Lets section the 100m into 10+90m.

Using TLLC (http://www.vk1od.net/calc/tl/tllc.php), the input impedance
of the last 90m is 50.00-j0.01.

Now lets look at the first 10m of our 100m, it has a termination of
50.00-j0.01 and the loss is 8.5dB, only 14% of the input power flows into
the last 90m, 86% if the input power is lost somewhere in the first 10m.

By the same method, you could find that almost 20% of input power is loss
in the first metre, even though the VSWR in that section is almost
perfect.

That is indeed very interesting - and illuminating. I've always assumed
that, for electrically long feeders, most of the power got lost at the
input end - but I didn't realise that the effect was so dramatic. I must
do a few calculations for myself!

And as for electrically short feeders, I do see how the greatest power
loss is where there are current nodes etc (although, presumably,
averaged over a halfwavelength, the power loss will still be greater
towards the TX end). But I now recall that some time ago, there was a
lengthy discussion (in this NG, I'm sure) about how a matched
low-impedance feeder could actually have more loss than a mismatched
relatively high-impedance feeder.
--
Ian

Ian Jackson wrote in
news
That is indeed very interesting - and illuminating. I've always
assumed that, for electrically long feeders, most of the power got
lost at the input end - but I didn't realise that the effect was so
dramatic. I must do a few calculations for myself!

I chose a case that would be clear. When the line loss is low, it is not
so dramatic. Trying to find Rules of Thumb in all of this is fraught
with problems.


And as for electrically short feeders, I do see how the greatest power
loss is where there are current nodes etc (although, presumably,
averaged over a halfwavelength, the power loss will still be greater
towards the TX end).

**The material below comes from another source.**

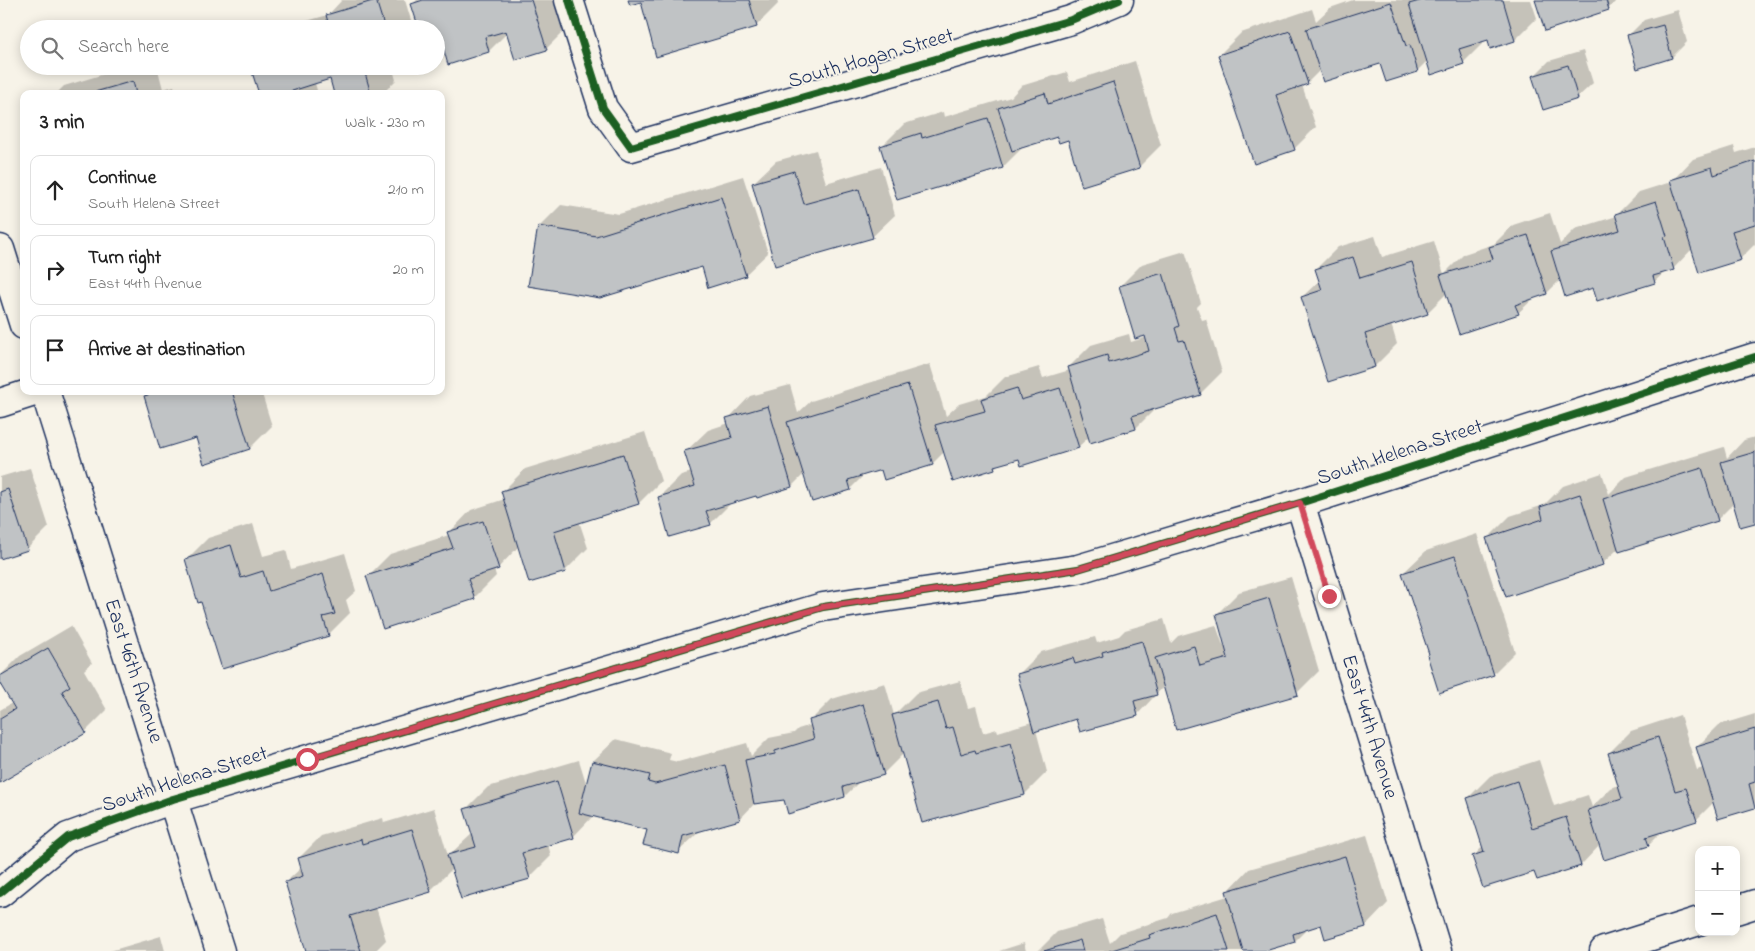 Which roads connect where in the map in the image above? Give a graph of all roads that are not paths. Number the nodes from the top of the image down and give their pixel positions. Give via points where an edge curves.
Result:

But I now recall that some time ago, there was a
lengthy discussion (in this NG, I'm sure) about how a matched
low-impedance feeder could actually have more loss than a mismatched
relatively high-impedance feeder.

Well, if you do some calcs yourself, what you learn will stick in your
mind. Just be sure that your study is reasonably comprehensive so you
don't come away with some new, but flawed, Rules of Thumb (RoT).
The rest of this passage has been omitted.